IT MAY have been a musician down (pianist John Bunch was forced to call off due to illness) and have had a tenor sax star lost in transition (Scott Hamilton, who had a flight cancelled), but the Nairn International Jazz Festival still pulled a magi
cal evening out of the hat on Thursday. Everything went according to plan – in fact, it went even better than planned, because an extra piano materialised towards the end of the hitherto two-piano concert.
This summit meeting involved veteran American wizard Dick Hyman, plus younger German pianists Chris Hopkins and Bernd Lhotzky – in other words, the three pianists who had wowed Edinburgh audiences earlier in the week with their games of "musical pianos". For their Nairn reunion, they were joined by the similarly nimble-fingered Rossano Sportiello, with sensational results.

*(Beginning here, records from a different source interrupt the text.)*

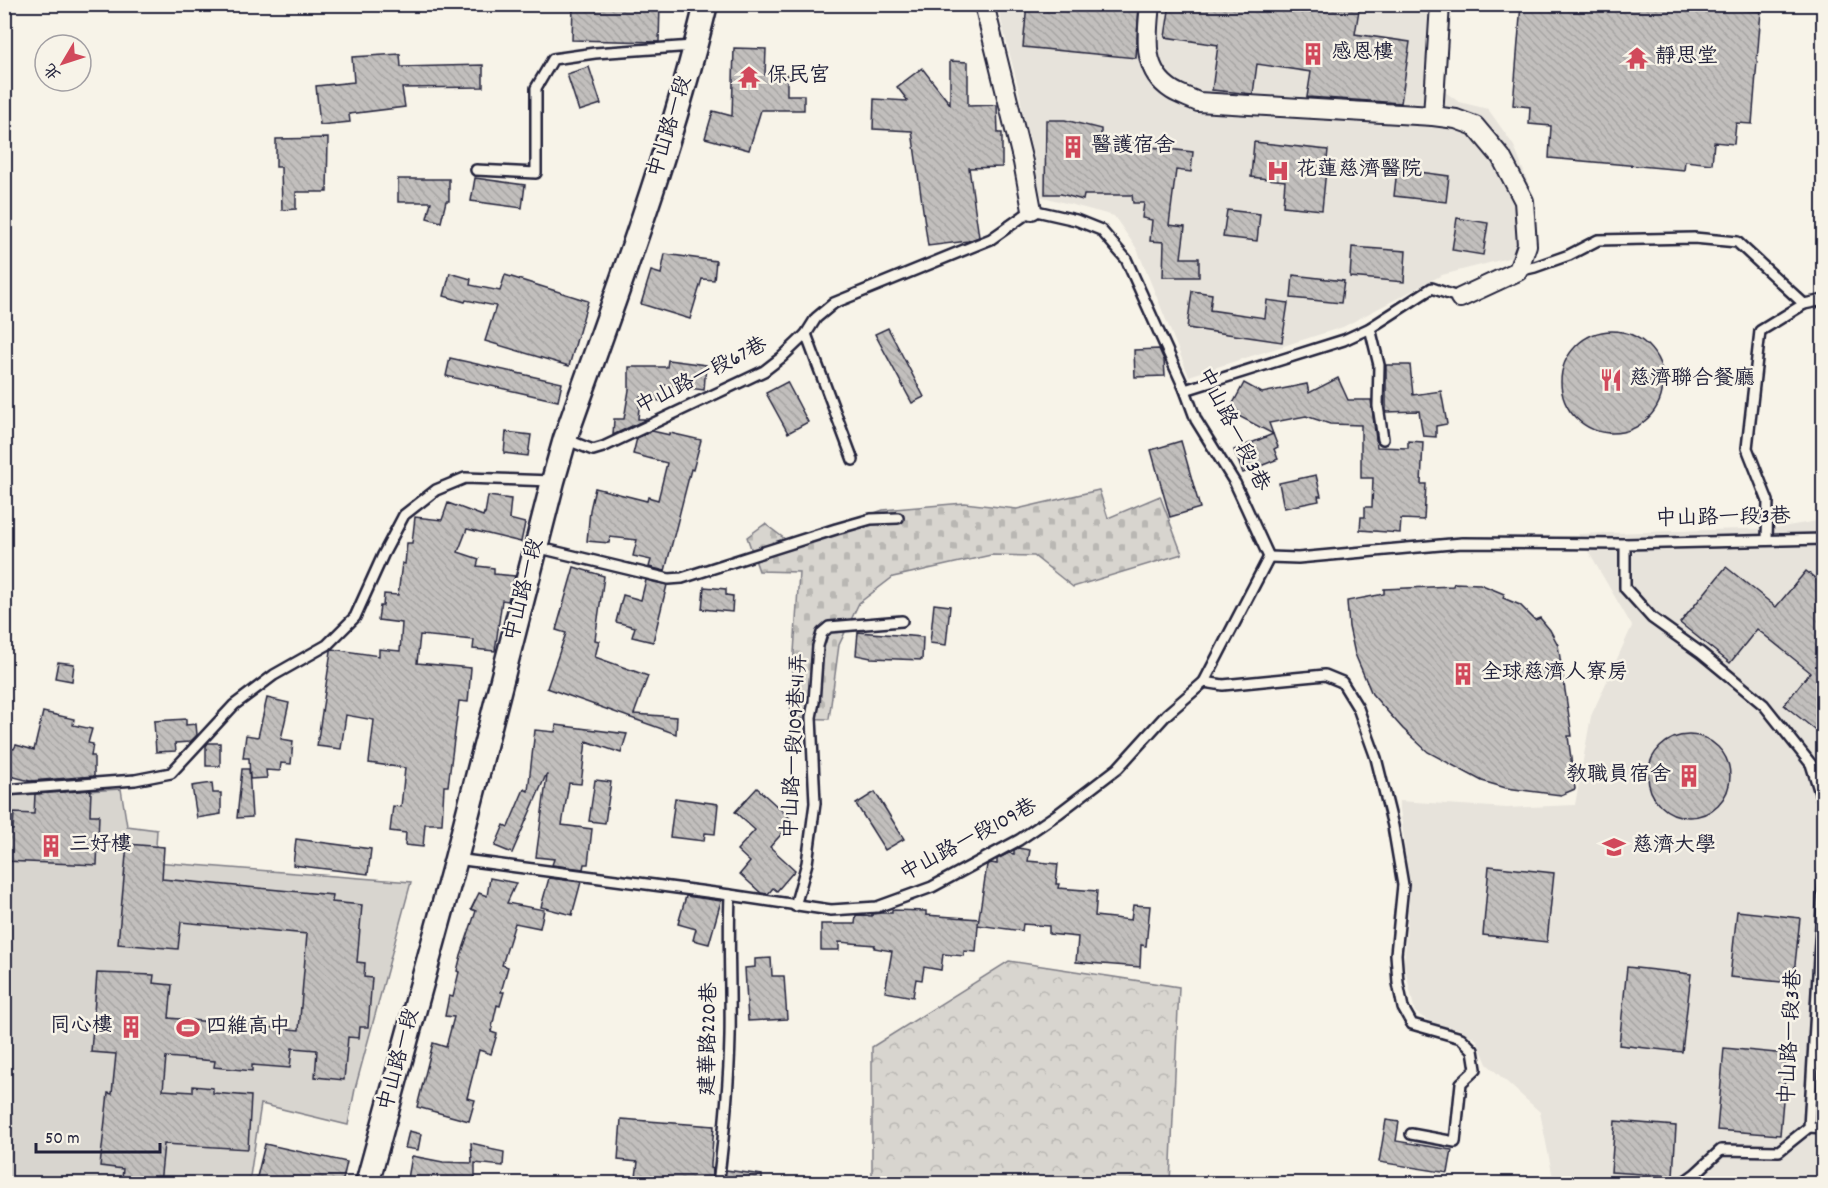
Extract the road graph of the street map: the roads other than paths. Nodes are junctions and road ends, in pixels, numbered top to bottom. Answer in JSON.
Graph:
{"nodes":[{"id":1,"x":706,"y":4,"type":"edge"},
{"id":2,"x":984,"y":4,"type":"edge"},
{"id":3,"x":1150,"y":4,"type":"edge"},
{"id":4,"x":1440,"y":4,"type":"edge"},
{"id":5,"x":696,"y":46,"type":"junction"},
{"id":6,"x":1434,"y":116,"type":"junction"},
{"id":7,"x":476,"y":170,"type":"dead end"},
{"id":8,"x":1032,"y":210,"type":"junction"},
{"id":9,"x":1518,"y":271,"type":"junction"},
{"id":10,"x":1460,"y":298,"type":"joint"},
{"id":11,"x":1824,"y":300,"type":"edge"},
{"id":12,"x":1804,"y":304,"type":"junction"},
{"id":13,"x":1370,"y":328,"type":"junction"},
{"id":14,"x":806,"y":334,"type":"junction"},
{"id":15,"x":1185,"y":390,"type":"junction"},
{"id":16,"x":566,"y":439,"type":"junction"},
{"id":17,"x":1383,"y":439,"type":"dead end"},
{"id":18,"x":853,"y":460,"type":"dead end"},
{"id":19,"x":553,"y":481,"type":"junction"},
{"id":20,"x":898,"y":518,"type":"dead end"},
{"id":21,"x":1767,"y":539,"type":"junction"},
{"id":22,"x":1824,"y":539,"type":"edge"},
{"id":23,"x":1625,"y":544,"type":"junction"},
{"id":24,"x":536,"y":547,"type":"junction"},
{"id":25,"x":1269,"y":557,"type":"junction"},
{"id":26,"x":902,"y":621,"type":"dead end"},
{"id":27,"x":1204,"y":682,"type":"junction"},
{"id":28,"x":4,"y":790,"type":"edge"},
{"id":29,"x":1824,"y":806,"type":"edge"},
{"id":30,"x":456,"y":859,"type":"junction"},
{"id":31,"x":1824,"y":873,"type":"edge"},
{"id":32,"x":730,"y":895,"type":"junction"},
{"id":33,"x":795,"y":906,"type":"junction"},
{"id":34,"x":1809,"y":1127,"type":"junction"},
{"id":35,"x":1824,"y":1128,"type":"edge"},
{"id":36,"x":1411,"y":1134,"type":"dead end"},
{"id":37,"x":367,"y":1184,"type":"edge"},
{"id":38,"x":718,"y":1184,"type":"edge"},
{"id":39,"x":1682,"y":1184,"type":"edge"}],
"edges":[{"from":1,"to":5,"type":"street","name":"中山路一段"},
{"from":2,"to":8,"type":"street"},
{"from":3,"to":6,"type":"street"},
{"from":4,"to":6,"type":"street"},
{"from":5,"to":7,"type":"lane"},
{"from":5,"to":16,"type":"street","name":"中山路一段"},
{"from":6,"to":9,"type":"street"},
{"from":8,"to":14,"type":"lane","name":"中山路一段67巷"},
{"from":8,"to":15,"type":"lane","name":"中山路一段3巷"},
{"from":9,"to":10,"type":"street"},
{"from":9,"to":12,"type":"lane"},
{"from":10,"to":13,"type":"lane"},
{"from":11,"to":12,"type":"lane"},
{"from":12,"to":21,"type":"lane"},
{"from":13,"to":15,"type":"lane"},
{"from":13,"to":17,"type":"lane"},
{"from":14,"to":16,"type":"lane","name":"中山路一段67巷"},
{"from":14,"to":18,"type":"lane"},
{"from":15,"to":25,"type":"lane","name":"中山路一段3巷"},
{"from":16,"to":19,"type":"street","name":"中山路一段"},
{"from":19,"to":24,"type":"street","name":"中山路一段"},
{"from":19,"to":28,"type":"lane"},
{"from":20,"to":24,"type":"lane"},
{"from":21,"to":22,"type":"lane","name":"中山路一段3巷"},
{"from":21,"to":23,"type":"lane","name":"中山路一段3巷"},
{"from":23,"to":25,"type":"lane","name":"中山路一段3巷"},
{"from":23,"to":29,"type":"lane"},
{"from":24,"to":30,"type":"street","name":"中山路一段"},
{"from":25,"to":27,"type":"lane","name":"中山路一段109巷"},
{"from":26,"to":33,"type":"lane","name":"中山路一段109巷41弄"},
{"from":27,"to":33,"type":"lane","name":"中山路一段109巷"},
{"from":27,"to":36,"type":"lane"},
{"from":30,"to":32,"type":"lane","name":"中山路一段109巷"},
{"from":30,"to":37,"type":"street","name":"中山路一段"},
{"from":31,"to":34,"type":"lane","name":"中山路一段3巷"},
{"from":32,"to":33,"type":"lane","name":"中山路一段109巷"},
{"from":32,"to":38,"type":"lane","name":"建華路220巷"},
{"from":34,"to":35,"type":"lane"},
{"from":34,"to":39,"type":"lane","name":"中山路一段3巷"}]}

Of course, the numbers that involved all four pianists were the most exciting – and the most fun to watch, as a certain amount of contorting and Marx Brothers-like horseplay took place as the musicians arranged sheet music so that two pianists could read it at a time, and arranged arms and torsos so that complex duets were feasible.
Among the highlights of the many different line-ups within this quartet was a beautifully delicate duet by Lhotzky and Sportiello on George Shearing's Children's Waltz, Hyman and Hopkins's hard-swinging Opus 1/2, and Sportiello's sublime solo version of Wonder Why, which was so romantic that the old couple next to me were moved to hold hands.